◆ **Task directions**: Would you print out all of the data exactly and keep the pictures out of it?

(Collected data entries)
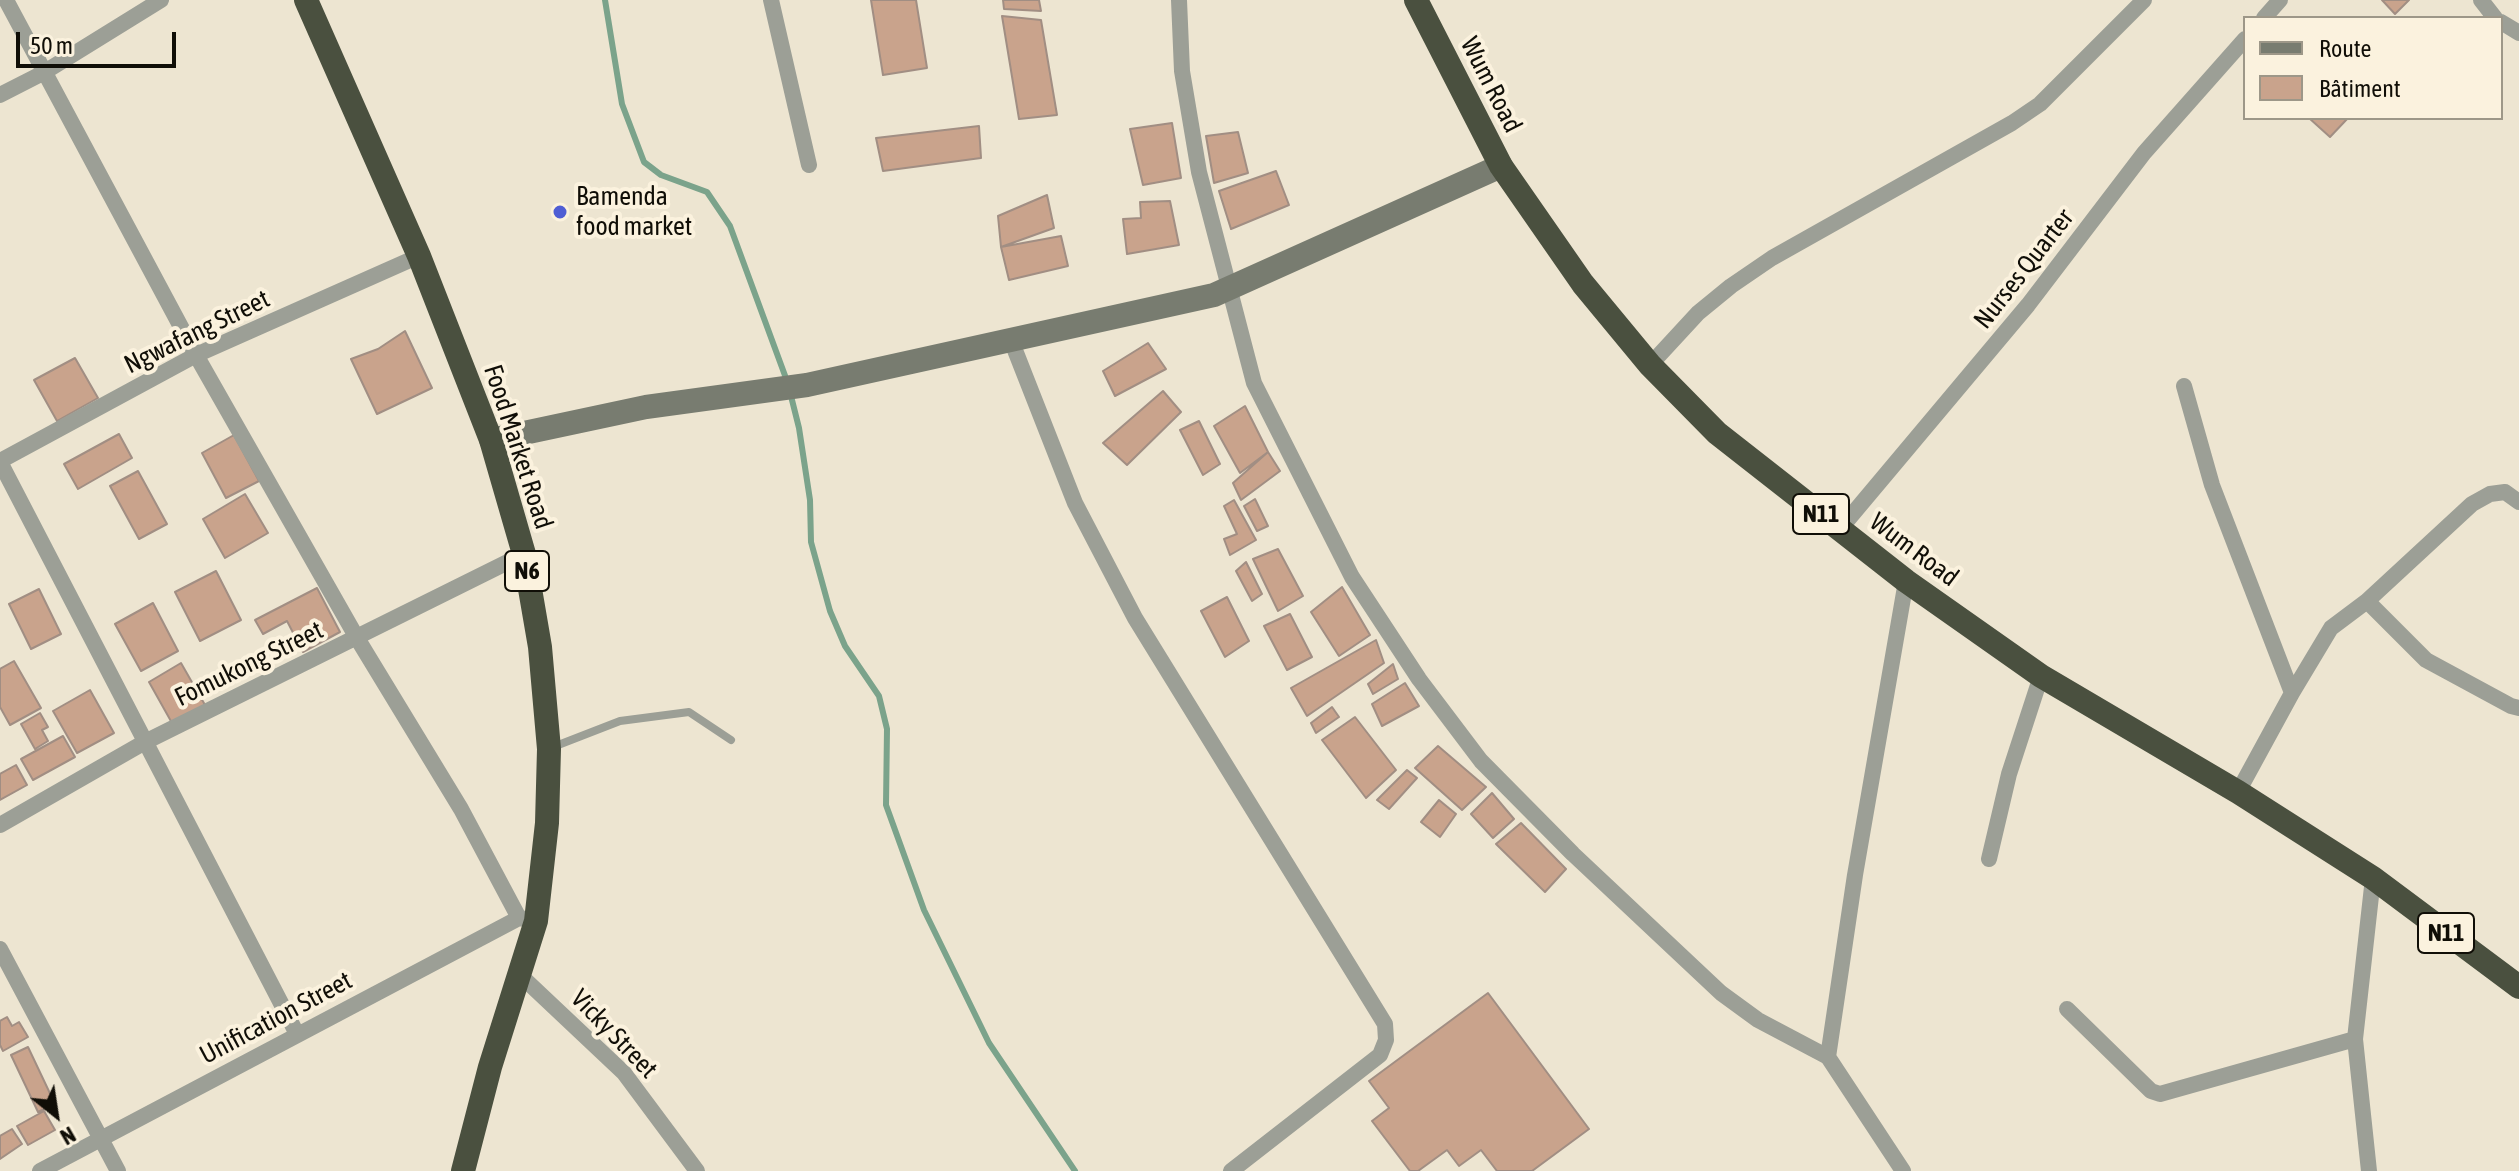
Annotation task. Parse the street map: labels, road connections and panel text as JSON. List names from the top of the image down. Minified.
{"streets":{"highway":["Wum Road","Food Market Road","N11","N6"],"street":["Nurses Quarter","Ngwafang Street","Fomukong Street","Unification Street","Vicky Street"]},"crossings":[["Wum Road","Nurses Quarter"],["Wum Road","N11"],["Ngwafang Street","Food Market Road"],["Food Market Road","Fomukong Street"],["Food Market Road","Unification Street"],["Food Market Road","Vicky Street"]],"places":["Bamenda food market"],"legend":["Route","Bâtiment"],"scale_bar":"50 m","north":"bottom right"}
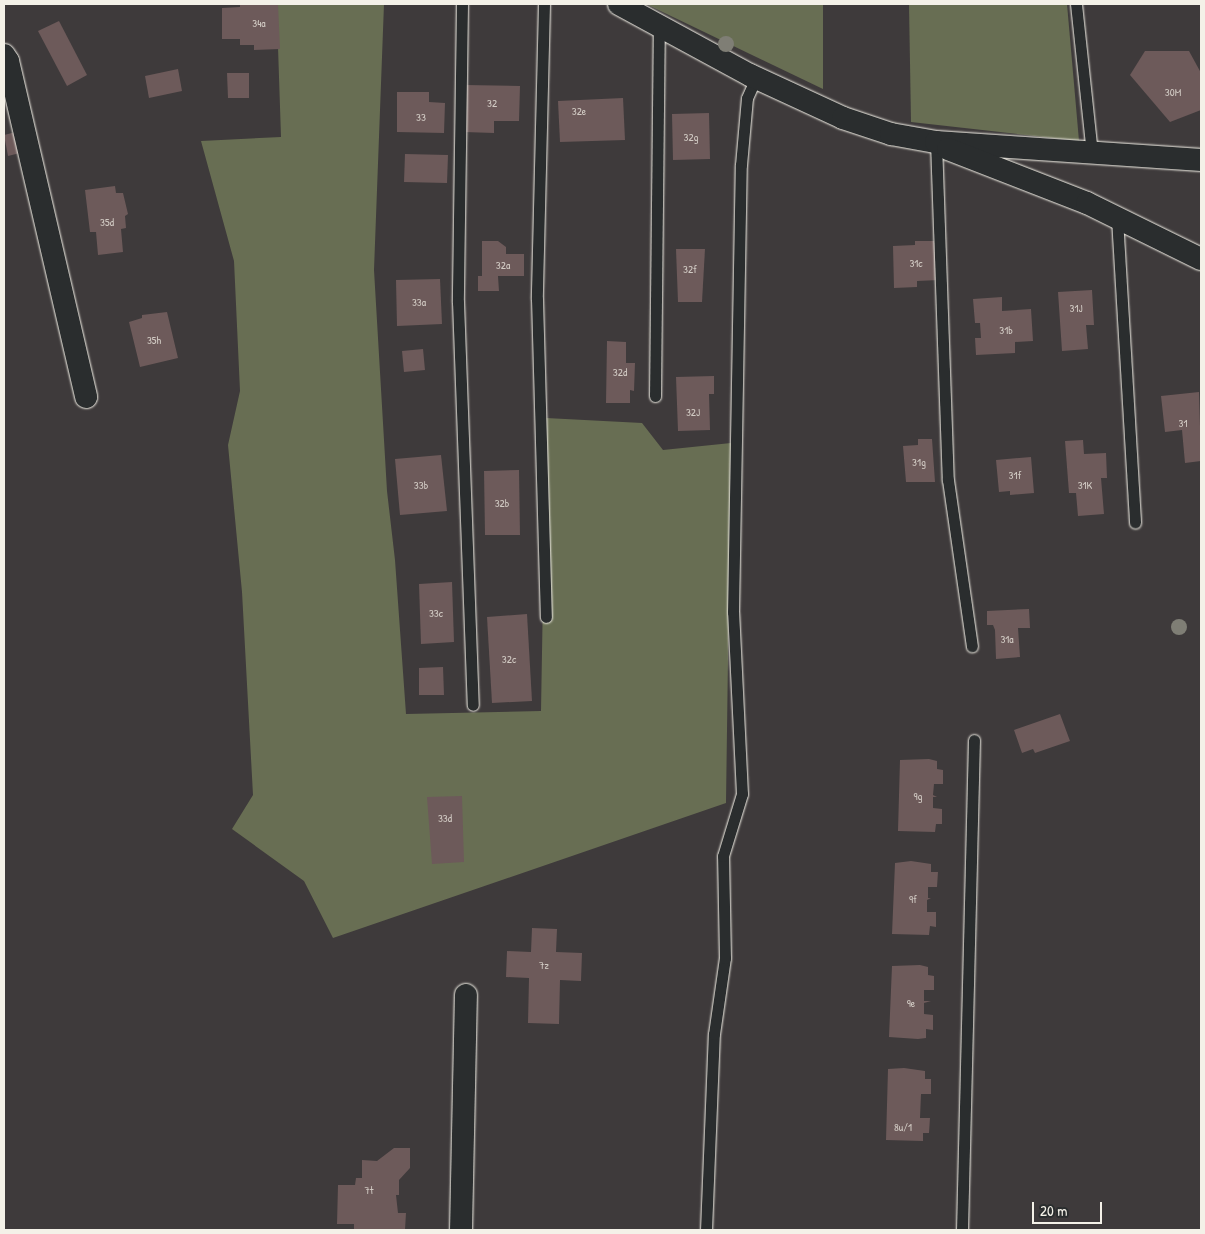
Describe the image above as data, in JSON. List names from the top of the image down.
{
  "house_numbers": [
    "34a",
    "30M",
    "32",
    "32e",
    "33",
    "32g",
    "35d",
    "31c",
    "32a",
    "32f",
    "33a",
    "31J",
    "31b",
    "35h",
    "32d",
    "32J",
    "31",
    "31g",
    "31f",
    "33b",
    "31K",
    "32b",
    "33c",
    "31a",
    "32c",
    "9g",
    "33d",
    "9f",
    "7z",
    "9e",
    "8u/1",
    "7t"
  ],
  "scale_bar": "20 m"
}
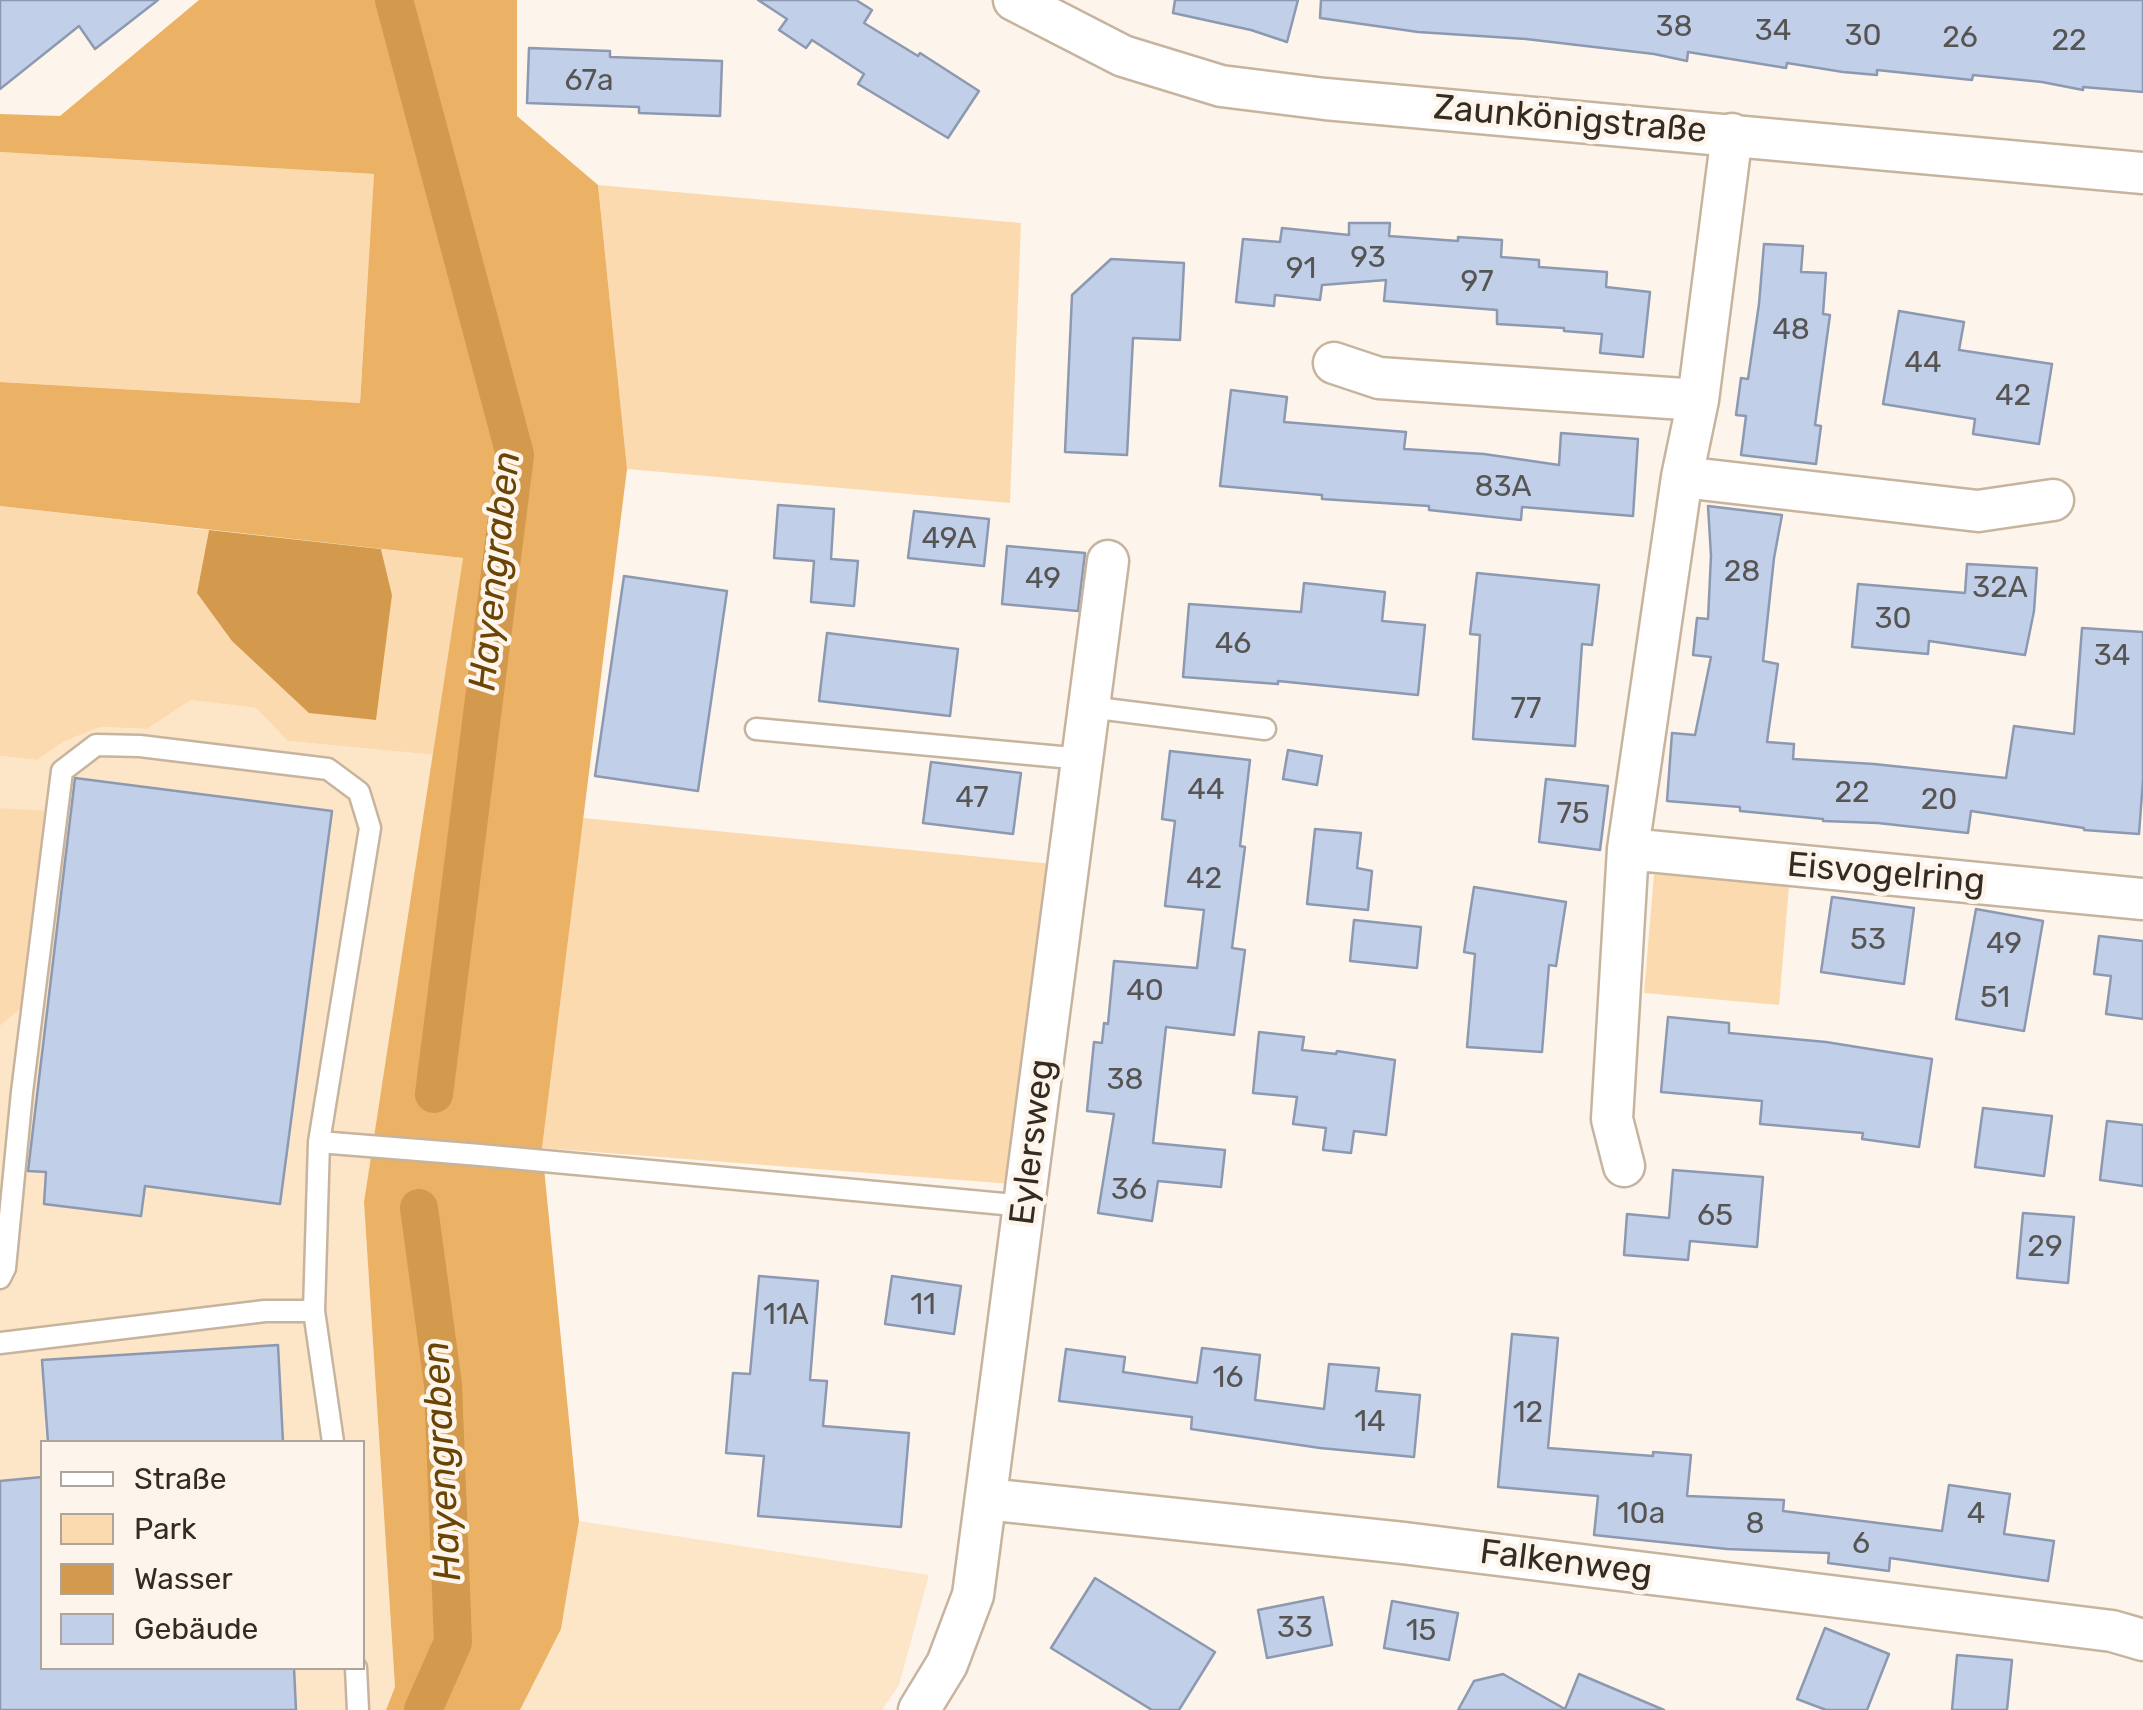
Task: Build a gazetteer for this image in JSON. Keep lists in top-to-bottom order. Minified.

◆ **Output for this task**:
Annotation task. Parse the street map: labels, road connections and panel text as JSON. List names from the top of the image down. Minified.
{"streets":{"highway":["Wum Road","Food Market Road","N11","N6"],"street":["Nurses Quarter","Ngwafang Street","Fomukong Street","Unification Street","Vicky Street"]},"crossings":[["Wum Road","Nurses Quarter"],["Wum Road","N11"],["Ngwafang Street","Food Market Road"],["Food Market Road","Fomukong Street"],["Food Market Road","Unification Street"],["Food Market Road","Vicky Street"]],"places":["Bamenda food market"],"legend":["Route","Bâtiment"],"scale_bar":"50 m","north":"bottom right"}
Describe the image above as data, in JSON. List names from the top of the image down.
{
  "house_numbers": [
    "34a",
    "30M",
    "32",
    "32e",
    "33",
    "32g",
    "35d",
    "31c",
    "32a",
    "32f",
    "33a",
    "31J",
    "31b",
    "35h",
    "32d",
    "32J",
    "31",
    "31g",
    "31f",
    "33b",
    "31K",
    "32b",
    "33c",
    "31a",
    "32c",
    "9g",
    "33d",
    "9f",
    "7z",
    "9e",
    "8u/1",
    "7t"
  ],
  "scale_bar": "20 m"
}
Task: Build a gazetteer for this image in JSON. Keep lists in top-to-bottom order. Minified.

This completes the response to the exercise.